Kane Mitchell, 31, was later found guilty of murder and received a life sentence with a minimum tariff of 18 years. Teddie's mother, Lucci Smith, 29, was found guilty of child neglect and handed a two-year community order.
At the time of Teddie's emergency admission to hospital, children’s social care services were completing a child and family assessment. The decision to undertake the assessment followed police call outs and referrals from neighbours and others concerned about constant arguing and screaming and the children crying. The concerns, which arose over a period of several months, dated from the time Mitchell moved in.
The report refers to "four practice episodes" to assist health and social care professionals and highlights "systemic issues" which could have picked up Teddie's "faltering growth".
Teddie was seen by a GP at the age of nine weeks, for the ‘six-to eight-week’ developmental check and he was not weighed or measured. The stated reason for this was that his weight and his head circumference "had been done by the health visitor two weeks previously".
Crucially at this point, Teddie's and his half-siblings had been discussed at in-house practice safeguarding meetings on four occasions and an alert was added to the records. The practice was aware that a social worker was undertaking a child and family assessment.
The report states: "No concerns about 'Stephen's' growth or development were identified by the GP or raised as a concern by his mother. This appointment was the last time 'Stephen' was seen by a health professional prior to his emergency admission to hospital 10 days later. 'Stephen’s' pattern of faltering growth was not identified at this appointment, or in the earlier contacts with health professionals. This is important because, in the absence of an organic cause, his slowness in gaining weight/weight loss may have reflected the presence of physical injuries or neglect."
Teddie had already suffered non-accidental bone fractures at the time of his routine health appointments, identification of these covert injuries would have required specialist x-rays (a skeletal survey) undertaken as part of a child protection medical, according to the review.

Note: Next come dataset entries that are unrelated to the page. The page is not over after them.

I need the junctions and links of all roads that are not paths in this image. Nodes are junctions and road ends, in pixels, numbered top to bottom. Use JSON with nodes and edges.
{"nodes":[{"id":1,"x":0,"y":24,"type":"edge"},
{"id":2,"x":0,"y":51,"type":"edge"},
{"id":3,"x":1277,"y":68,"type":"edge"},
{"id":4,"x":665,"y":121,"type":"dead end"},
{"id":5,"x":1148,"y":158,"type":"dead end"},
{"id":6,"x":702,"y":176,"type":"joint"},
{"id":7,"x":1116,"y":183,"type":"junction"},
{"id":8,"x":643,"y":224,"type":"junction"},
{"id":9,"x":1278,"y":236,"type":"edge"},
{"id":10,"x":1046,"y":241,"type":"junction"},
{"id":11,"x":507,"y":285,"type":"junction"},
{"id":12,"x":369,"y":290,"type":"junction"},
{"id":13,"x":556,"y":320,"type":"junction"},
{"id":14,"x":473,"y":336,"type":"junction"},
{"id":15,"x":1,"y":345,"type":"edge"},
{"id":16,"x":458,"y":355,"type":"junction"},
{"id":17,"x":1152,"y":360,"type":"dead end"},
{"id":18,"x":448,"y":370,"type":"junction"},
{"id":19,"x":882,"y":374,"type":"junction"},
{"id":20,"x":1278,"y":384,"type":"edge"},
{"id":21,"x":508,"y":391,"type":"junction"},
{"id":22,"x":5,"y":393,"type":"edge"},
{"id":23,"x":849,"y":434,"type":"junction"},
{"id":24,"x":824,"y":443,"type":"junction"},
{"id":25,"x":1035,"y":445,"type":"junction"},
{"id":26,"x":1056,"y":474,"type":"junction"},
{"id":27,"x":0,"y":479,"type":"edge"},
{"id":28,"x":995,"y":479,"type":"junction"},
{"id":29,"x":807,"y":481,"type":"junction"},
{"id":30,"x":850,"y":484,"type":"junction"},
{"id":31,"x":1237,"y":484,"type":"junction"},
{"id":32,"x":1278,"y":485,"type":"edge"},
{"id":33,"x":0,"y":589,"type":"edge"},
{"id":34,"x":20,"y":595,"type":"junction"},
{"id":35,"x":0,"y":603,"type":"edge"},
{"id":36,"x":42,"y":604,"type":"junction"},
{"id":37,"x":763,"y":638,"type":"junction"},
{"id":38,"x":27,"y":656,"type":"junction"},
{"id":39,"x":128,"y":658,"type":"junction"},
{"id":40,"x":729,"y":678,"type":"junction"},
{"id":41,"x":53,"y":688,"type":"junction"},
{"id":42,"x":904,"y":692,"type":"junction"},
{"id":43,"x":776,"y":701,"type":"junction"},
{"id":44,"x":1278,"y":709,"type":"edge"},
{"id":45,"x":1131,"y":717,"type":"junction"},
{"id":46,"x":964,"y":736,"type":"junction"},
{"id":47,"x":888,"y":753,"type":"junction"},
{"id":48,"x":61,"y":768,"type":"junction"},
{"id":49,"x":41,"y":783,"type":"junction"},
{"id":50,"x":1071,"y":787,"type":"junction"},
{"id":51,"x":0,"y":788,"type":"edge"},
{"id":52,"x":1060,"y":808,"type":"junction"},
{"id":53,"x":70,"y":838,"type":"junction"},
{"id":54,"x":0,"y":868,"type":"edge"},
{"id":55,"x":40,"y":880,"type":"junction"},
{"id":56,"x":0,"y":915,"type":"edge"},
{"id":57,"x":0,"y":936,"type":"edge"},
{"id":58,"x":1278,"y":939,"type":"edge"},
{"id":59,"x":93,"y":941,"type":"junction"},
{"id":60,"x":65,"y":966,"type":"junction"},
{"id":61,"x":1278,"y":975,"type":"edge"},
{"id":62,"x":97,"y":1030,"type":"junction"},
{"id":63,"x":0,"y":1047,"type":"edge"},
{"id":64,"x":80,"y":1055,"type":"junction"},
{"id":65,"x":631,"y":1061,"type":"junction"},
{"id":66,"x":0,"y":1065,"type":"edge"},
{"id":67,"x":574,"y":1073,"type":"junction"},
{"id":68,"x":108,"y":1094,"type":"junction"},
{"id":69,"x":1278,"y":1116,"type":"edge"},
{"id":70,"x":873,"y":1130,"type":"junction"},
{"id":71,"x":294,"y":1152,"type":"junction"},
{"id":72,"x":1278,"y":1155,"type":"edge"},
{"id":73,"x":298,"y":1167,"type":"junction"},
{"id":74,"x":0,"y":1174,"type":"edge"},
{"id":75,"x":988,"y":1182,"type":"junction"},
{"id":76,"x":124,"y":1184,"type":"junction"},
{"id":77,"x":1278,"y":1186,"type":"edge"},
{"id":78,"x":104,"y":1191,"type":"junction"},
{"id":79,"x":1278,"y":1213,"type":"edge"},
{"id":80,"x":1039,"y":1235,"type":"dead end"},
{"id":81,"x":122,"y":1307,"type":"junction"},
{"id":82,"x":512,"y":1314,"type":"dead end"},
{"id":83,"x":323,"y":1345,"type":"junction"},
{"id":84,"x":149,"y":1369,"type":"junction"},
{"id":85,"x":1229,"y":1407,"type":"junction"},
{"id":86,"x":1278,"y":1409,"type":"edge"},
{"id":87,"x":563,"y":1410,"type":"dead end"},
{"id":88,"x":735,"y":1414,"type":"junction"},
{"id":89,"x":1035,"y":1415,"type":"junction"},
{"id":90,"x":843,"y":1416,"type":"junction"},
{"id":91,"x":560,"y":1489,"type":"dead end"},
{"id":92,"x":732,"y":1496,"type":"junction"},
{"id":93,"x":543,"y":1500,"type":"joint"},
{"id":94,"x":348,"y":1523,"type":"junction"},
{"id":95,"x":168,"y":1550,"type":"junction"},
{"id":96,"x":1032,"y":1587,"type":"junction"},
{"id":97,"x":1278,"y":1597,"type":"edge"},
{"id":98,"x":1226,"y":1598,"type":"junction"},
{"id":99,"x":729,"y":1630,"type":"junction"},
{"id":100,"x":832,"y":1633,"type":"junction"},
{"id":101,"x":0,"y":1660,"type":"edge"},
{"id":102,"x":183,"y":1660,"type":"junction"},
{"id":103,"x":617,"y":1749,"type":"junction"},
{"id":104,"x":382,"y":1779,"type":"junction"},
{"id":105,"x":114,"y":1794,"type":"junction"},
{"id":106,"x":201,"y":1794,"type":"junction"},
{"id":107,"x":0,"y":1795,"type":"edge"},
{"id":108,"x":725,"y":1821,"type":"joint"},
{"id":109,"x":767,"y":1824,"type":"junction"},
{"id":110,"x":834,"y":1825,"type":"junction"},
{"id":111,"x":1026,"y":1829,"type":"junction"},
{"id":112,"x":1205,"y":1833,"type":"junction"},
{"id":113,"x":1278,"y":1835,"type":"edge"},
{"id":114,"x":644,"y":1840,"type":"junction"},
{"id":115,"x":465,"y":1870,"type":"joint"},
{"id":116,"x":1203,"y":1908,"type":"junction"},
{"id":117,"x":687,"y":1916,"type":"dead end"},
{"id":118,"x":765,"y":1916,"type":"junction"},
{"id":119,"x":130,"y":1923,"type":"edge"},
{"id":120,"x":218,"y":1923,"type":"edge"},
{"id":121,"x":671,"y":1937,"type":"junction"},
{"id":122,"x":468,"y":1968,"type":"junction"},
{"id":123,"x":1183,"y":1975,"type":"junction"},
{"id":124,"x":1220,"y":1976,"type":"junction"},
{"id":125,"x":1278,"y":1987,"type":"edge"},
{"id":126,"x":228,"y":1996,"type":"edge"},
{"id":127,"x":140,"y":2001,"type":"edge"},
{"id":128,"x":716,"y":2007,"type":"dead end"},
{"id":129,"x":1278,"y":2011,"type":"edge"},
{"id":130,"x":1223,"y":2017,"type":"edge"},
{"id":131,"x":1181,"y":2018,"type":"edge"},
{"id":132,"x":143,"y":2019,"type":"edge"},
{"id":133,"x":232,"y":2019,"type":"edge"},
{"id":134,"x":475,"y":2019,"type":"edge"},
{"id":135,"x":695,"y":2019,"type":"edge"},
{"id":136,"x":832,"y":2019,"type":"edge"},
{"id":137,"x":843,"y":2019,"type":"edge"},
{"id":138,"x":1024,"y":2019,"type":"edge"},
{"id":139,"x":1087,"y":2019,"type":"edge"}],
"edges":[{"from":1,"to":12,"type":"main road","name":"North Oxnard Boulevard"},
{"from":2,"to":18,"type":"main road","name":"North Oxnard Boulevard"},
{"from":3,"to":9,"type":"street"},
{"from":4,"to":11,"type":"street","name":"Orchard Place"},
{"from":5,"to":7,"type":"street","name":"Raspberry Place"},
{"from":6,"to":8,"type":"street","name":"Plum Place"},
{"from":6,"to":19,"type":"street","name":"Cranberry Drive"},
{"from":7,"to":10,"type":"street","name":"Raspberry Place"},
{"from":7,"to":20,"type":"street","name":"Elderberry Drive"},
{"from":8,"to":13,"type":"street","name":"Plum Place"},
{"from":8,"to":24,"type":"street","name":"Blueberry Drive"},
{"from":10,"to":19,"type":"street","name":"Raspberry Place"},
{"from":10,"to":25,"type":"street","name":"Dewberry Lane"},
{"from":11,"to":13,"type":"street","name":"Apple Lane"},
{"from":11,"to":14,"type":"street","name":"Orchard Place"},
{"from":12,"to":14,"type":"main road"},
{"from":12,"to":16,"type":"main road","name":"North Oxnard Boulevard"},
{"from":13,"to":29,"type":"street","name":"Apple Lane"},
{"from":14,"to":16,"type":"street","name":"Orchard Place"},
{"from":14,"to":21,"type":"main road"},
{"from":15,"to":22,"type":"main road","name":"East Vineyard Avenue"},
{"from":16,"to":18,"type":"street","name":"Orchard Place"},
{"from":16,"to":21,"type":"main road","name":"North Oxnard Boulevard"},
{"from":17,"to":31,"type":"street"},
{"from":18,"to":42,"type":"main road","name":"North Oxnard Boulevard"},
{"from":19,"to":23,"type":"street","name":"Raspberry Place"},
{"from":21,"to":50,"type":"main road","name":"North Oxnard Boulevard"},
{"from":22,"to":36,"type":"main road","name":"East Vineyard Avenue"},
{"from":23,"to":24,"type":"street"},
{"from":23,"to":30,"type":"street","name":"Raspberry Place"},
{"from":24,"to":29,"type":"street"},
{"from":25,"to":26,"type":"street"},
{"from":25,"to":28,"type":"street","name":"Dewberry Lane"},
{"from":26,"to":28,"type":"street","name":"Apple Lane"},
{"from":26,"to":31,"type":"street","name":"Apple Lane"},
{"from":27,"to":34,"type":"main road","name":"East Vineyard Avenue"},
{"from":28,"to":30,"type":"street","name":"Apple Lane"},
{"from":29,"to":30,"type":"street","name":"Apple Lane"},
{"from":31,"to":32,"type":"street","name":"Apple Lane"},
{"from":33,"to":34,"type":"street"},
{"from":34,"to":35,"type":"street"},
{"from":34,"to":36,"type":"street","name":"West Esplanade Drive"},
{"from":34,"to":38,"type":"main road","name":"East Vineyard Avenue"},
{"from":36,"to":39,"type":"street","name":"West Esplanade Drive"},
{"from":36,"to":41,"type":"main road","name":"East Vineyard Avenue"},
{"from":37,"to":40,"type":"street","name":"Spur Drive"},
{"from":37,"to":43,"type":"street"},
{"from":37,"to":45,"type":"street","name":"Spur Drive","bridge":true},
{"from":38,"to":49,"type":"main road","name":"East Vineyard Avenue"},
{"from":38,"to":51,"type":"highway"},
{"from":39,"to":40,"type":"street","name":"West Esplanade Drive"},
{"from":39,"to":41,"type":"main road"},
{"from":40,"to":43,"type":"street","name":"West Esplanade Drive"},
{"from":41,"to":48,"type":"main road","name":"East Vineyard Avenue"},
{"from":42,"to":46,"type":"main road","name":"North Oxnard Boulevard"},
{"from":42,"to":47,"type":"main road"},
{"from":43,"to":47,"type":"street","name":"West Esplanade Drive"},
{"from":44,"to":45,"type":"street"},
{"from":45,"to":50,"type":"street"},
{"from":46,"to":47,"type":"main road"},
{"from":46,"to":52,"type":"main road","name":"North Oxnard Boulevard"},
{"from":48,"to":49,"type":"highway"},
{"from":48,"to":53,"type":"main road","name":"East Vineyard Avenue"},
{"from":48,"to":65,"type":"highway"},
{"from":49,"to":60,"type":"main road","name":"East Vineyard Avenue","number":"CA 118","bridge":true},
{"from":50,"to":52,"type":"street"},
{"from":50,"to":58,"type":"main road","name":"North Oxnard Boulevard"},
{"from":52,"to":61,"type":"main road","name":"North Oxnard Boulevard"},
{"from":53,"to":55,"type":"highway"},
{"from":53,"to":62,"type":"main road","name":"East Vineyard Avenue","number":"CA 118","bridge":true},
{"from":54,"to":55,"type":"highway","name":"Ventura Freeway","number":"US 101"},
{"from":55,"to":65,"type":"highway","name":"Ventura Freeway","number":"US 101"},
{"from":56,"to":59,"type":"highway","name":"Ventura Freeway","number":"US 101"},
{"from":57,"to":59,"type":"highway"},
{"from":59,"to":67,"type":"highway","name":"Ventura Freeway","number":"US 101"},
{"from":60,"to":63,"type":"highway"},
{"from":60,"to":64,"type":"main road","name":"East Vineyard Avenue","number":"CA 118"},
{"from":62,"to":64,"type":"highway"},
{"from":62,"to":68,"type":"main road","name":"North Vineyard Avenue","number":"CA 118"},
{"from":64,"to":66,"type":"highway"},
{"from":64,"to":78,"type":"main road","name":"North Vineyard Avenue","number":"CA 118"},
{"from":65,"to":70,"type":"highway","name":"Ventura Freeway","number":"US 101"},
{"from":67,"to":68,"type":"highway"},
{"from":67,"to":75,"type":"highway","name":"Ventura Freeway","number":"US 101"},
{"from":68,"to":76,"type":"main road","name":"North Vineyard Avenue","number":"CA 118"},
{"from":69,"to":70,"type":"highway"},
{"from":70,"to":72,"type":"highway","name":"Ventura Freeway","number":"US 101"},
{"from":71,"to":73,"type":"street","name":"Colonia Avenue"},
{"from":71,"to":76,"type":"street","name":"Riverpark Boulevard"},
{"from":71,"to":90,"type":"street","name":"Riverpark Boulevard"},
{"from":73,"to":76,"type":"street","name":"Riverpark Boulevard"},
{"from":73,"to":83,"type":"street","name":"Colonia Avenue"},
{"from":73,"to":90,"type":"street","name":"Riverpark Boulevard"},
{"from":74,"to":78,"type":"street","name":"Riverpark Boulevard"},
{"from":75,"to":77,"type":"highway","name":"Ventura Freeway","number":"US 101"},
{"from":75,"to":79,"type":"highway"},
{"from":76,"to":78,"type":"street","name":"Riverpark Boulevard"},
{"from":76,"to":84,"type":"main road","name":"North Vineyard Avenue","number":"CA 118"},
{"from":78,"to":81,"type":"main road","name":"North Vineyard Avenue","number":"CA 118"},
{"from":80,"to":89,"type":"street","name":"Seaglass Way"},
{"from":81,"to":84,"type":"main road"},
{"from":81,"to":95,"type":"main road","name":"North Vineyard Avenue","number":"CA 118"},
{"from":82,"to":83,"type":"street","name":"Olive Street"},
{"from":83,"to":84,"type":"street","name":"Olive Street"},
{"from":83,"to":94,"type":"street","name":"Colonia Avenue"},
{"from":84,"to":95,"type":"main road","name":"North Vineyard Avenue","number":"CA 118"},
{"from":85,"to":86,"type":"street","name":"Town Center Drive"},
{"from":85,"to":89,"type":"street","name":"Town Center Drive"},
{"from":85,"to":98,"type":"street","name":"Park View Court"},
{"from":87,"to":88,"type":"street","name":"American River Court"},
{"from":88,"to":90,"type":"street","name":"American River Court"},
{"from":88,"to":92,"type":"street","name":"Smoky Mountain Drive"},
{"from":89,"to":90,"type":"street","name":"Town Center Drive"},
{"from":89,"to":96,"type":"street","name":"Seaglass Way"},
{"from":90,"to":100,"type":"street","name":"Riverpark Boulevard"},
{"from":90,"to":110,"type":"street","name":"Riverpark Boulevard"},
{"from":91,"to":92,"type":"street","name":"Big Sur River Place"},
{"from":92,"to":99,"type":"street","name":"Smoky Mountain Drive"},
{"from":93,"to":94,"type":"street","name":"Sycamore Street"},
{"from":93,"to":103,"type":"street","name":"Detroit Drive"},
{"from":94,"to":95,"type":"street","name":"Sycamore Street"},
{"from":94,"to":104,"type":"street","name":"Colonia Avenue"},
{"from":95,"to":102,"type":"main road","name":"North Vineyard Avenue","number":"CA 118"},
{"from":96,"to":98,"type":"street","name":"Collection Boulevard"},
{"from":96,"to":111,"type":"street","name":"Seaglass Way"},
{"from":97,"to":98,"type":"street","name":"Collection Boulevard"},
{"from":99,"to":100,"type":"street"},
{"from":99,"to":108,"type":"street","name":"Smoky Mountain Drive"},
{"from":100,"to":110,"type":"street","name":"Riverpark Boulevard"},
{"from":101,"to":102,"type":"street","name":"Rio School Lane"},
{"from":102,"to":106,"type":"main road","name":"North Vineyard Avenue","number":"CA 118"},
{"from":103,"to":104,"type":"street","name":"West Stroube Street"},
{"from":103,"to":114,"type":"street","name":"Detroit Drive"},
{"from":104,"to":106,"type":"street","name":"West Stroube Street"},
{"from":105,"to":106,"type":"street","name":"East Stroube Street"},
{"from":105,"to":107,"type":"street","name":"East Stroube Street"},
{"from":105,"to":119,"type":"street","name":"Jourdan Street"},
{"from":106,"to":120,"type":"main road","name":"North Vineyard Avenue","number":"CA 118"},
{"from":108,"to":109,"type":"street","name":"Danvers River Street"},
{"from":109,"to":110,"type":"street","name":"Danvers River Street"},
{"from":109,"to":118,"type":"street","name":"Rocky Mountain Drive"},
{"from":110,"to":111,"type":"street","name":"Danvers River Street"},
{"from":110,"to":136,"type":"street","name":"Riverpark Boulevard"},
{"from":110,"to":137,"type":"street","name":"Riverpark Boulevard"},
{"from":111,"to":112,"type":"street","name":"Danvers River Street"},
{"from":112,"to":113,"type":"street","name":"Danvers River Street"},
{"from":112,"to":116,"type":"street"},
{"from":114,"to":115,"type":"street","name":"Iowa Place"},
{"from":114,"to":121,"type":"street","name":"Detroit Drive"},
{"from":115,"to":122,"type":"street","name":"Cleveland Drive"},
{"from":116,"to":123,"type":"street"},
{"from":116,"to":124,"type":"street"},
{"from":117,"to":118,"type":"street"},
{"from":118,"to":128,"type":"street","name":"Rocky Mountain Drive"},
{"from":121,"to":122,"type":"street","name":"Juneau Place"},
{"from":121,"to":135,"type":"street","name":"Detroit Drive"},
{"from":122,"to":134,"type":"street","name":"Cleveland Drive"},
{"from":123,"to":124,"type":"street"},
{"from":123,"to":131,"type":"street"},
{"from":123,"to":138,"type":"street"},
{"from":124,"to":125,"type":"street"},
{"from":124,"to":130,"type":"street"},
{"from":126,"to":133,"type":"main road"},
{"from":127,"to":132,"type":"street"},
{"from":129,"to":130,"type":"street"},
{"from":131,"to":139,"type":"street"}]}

"The emergent pattern of faltering growth raises the question of whether there was a window of opportunity for a referral to a paediatrician in the context of known safeguarding concerns, including domestic violence and abuse."
The recommendations include the way in which agencies record and update the details of family/household members and recording current addresses. This includes any changes in an intimate partner during pregnancy.
It was also recommended that concerns and referrals about child welfare are not processed based on a hierarchy of referrer (giving less weight to concerns from neighbours or family members).
There was also a recommendation for Cambridgeshire Constabulary to provide assurance about improvements to internal system checks regarding the allocation, grading and sharing of domestic violence reports with other agencies.
The report also asks Children’s Social Care to provide assurance that children are both seen, and spoken to and others with parental responsibility, who are not resident in the family home, should be made aware of agency concerns.